[[ Exercise inputs, beginning ]]

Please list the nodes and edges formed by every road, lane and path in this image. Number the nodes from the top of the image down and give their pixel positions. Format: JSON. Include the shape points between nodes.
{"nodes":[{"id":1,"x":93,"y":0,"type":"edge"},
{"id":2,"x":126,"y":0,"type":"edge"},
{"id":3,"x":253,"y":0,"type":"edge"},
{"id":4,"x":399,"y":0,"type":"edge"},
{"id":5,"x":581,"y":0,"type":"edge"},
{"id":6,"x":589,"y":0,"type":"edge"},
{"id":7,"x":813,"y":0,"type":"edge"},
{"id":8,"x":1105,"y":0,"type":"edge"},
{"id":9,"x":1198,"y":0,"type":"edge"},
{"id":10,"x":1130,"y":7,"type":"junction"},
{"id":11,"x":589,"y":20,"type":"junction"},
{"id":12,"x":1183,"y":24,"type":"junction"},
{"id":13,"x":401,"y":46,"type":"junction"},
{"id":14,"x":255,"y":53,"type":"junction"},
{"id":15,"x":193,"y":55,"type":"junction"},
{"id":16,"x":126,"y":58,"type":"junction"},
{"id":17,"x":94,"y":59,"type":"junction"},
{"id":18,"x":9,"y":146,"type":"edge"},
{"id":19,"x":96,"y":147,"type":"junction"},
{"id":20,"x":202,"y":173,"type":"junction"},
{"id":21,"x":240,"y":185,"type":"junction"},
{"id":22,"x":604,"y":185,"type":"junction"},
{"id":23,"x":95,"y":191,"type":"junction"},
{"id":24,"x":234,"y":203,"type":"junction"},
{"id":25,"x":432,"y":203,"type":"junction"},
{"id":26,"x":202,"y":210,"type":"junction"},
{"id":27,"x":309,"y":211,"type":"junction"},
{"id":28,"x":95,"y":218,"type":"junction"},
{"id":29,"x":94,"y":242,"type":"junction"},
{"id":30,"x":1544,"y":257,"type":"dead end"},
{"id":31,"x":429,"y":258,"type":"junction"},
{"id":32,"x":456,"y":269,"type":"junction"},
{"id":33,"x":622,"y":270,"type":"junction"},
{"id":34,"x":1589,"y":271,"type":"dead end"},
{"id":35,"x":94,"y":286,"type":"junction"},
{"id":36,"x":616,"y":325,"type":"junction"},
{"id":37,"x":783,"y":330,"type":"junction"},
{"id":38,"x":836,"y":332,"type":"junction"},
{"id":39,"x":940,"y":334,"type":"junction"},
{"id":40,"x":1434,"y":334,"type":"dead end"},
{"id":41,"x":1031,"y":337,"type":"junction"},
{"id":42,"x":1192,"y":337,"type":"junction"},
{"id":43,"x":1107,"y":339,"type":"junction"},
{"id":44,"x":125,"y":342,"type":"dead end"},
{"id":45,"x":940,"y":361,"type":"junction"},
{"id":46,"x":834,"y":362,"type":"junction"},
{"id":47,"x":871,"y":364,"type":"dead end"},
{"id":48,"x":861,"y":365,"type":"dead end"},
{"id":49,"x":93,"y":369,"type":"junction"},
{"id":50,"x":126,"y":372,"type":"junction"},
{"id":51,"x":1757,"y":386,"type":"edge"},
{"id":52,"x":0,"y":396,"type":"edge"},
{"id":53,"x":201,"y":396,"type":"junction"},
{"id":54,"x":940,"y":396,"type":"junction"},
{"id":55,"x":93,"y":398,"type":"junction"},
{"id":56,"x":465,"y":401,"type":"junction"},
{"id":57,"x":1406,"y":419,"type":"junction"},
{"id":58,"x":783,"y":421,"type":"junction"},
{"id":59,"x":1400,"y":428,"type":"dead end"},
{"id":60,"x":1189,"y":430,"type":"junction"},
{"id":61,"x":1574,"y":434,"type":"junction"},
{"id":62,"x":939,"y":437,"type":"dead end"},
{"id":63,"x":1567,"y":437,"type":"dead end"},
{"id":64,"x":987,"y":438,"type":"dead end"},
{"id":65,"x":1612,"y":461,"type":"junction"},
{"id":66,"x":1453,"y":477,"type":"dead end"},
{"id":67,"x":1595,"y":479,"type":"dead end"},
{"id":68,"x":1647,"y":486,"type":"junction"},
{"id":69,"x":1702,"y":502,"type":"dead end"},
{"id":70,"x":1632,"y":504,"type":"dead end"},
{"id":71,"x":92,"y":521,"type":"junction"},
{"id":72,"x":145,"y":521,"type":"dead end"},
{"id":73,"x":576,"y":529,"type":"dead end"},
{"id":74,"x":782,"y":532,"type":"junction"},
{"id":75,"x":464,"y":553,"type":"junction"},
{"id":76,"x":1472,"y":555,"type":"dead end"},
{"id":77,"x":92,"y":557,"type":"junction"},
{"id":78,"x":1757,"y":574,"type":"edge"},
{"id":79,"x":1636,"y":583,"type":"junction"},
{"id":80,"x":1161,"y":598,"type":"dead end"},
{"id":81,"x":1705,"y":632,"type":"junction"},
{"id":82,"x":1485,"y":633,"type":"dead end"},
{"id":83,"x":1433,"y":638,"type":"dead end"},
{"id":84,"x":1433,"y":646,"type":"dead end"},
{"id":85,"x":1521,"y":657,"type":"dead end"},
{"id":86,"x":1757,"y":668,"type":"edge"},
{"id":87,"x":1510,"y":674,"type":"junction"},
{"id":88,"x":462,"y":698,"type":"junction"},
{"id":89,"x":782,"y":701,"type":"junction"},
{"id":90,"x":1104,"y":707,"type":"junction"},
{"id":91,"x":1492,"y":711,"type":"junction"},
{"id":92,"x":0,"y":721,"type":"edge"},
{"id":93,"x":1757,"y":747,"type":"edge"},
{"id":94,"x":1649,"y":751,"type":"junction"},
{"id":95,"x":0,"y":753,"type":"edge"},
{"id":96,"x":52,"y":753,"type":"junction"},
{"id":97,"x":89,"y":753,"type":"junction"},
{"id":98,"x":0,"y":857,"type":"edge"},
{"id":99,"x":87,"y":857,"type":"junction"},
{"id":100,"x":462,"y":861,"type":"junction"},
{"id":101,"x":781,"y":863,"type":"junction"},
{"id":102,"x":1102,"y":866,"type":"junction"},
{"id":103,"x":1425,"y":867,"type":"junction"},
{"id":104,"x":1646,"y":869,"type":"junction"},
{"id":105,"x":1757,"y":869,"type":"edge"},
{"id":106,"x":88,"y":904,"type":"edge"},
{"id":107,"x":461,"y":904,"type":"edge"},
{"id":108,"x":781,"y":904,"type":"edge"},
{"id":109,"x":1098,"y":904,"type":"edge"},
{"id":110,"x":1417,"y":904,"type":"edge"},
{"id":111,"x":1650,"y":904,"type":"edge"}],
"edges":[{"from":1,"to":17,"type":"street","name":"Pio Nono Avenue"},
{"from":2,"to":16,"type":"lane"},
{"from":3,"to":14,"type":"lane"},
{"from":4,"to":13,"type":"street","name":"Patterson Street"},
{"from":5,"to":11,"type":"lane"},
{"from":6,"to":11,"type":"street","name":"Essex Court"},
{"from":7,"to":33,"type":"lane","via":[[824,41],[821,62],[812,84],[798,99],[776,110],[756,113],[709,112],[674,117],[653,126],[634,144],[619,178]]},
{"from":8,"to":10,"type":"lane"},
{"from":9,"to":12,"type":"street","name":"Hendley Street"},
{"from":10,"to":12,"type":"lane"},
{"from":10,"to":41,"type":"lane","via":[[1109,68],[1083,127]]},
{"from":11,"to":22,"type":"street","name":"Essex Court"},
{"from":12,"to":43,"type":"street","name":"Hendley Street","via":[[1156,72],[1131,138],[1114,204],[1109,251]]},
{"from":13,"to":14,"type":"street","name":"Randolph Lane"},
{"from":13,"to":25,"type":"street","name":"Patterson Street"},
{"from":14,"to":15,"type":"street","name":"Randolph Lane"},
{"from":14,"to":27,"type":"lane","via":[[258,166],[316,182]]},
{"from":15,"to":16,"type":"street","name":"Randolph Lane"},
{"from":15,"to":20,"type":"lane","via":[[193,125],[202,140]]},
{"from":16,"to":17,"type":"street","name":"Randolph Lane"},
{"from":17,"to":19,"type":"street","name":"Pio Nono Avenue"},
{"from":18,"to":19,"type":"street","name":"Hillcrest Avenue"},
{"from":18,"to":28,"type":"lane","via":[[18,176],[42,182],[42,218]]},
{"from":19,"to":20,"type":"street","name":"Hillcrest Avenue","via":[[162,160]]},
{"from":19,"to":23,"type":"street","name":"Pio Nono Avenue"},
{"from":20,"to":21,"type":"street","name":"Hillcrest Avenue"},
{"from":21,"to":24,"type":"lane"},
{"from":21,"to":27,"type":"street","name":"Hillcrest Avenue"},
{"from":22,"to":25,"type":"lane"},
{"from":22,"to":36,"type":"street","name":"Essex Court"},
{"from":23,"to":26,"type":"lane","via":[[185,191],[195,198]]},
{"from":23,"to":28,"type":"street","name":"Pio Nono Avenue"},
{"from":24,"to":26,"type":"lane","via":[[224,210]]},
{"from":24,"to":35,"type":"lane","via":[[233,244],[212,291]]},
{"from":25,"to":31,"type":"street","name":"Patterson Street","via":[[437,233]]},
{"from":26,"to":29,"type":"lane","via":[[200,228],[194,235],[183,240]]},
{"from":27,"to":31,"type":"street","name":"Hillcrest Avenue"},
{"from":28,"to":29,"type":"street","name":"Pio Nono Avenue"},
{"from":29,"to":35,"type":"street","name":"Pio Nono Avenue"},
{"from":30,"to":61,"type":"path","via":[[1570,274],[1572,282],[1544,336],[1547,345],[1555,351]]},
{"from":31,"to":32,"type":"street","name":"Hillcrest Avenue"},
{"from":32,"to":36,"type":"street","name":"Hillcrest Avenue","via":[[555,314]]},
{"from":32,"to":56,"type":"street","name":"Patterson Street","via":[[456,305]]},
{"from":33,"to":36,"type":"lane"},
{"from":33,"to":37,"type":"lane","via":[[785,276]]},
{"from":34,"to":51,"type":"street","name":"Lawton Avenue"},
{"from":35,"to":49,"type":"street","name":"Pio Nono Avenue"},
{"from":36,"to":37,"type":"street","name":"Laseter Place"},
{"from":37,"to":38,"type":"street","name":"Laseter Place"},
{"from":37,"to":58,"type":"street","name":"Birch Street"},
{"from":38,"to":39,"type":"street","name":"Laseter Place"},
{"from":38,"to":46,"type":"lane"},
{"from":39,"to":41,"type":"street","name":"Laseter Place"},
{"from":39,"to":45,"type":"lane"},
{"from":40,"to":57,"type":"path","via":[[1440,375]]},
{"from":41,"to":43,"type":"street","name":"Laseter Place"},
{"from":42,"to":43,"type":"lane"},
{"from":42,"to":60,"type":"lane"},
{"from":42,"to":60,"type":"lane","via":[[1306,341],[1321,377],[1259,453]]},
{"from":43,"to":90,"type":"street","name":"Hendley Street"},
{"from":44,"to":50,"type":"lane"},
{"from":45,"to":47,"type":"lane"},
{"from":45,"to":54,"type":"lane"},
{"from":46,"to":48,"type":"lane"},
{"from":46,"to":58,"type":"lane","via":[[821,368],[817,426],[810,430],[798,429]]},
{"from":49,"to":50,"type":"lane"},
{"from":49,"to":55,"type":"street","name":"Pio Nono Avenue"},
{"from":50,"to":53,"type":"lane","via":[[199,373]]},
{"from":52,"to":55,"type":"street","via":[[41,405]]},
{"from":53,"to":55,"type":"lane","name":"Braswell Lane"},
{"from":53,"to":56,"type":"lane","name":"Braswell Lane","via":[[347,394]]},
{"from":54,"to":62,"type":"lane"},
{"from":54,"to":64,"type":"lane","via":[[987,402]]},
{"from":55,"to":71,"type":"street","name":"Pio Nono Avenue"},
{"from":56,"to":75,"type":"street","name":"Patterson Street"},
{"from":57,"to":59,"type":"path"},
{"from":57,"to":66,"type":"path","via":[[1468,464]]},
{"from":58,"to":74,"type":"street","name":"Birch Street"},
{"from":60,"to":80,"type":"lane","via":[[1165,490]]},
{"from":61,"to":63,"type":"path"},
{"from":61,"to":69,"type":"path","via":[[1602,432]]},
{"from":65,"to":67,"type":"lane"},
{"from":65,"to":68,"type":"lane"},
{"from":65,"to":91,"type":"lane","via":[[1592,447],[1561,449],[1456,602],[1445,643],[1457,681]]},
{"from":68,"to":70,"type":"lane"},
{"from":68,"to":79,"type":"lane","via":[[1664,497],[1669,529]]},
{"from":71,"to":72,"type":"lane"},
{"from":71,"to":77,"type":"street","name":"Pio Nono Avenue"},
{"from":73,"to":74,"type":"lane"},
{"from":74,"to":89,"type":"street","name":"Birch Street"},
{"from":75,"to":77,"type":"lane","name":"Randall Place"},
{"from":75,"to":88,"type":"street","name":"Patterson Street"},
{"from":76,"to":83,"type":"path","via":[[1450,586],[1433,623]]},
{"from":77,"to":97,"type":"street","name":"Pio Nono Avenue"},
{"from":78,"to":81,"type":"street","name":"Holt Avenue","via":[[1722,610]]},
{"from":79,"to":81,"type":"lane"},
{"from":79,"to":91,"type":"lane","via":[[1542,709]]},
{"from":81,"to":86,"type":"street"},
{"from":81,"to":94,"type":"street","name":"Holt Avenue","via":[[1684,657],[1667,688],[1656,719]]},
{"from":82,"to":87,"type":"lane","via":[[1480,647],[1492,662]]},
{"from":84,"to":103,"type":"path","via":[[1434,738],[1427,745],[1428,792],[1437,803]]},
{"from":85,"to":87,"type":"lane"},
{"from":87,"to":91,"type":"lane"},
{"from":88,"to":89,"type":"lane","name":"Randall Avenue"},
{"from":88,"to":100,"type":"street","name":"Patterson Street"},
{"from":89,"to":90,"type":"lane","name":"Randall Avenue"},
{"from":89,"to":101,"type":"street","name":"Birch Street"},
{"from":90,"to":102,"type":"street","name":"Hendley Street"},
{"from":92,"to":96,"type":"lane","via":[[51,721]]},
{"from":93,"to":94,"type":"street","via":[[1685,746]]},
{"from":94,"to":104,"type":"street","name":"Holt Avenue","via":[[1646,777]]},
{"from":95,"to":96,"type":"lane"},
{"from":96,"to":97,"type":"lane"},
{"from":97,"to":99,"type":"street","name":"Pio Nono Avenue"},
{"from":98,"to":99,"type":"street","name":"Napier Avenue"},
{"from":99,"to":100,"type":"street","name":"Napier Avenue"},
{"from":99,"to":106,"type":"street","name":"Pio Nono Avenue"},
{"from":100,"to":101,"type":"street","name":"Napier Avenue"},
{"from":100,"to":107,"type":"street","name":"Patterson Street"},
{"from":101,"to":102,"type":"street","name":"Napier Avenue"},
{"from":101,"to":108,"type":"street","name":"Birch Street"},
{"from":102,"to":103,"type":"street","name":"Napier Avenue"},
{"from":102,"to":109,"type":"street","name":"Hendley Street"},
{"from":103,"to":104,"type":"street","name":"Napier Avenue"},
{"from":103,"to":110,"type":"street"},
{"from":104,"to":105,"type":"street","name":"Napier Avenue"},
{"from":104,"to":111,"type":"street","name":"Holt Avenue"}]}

[[ Exercise inputs, end ]]

# Work item
The lines holding the word "Napier" are the answer. Pull them out of the records and copy them.

# Response to this task
{"from":98,"to":99,"type":"street","name":"Napier Avenue"},
{"from":99,"to":100,"type":"street","name":"Napier Avenue"},
{"from":100,"to":101,"type":"street","name":"Napier Avenue"},
{"from":101,"to":102,"type":"street","name":"Napier Avenue"},
{"from":102,"to":103,"type":"street","name":"Napier Avenue"},
{"from":103,"to":104,"type":"street","name":"Napier Avenue"},
{"from":104,"to":105,"type":"street","name":"Napier Avenue"},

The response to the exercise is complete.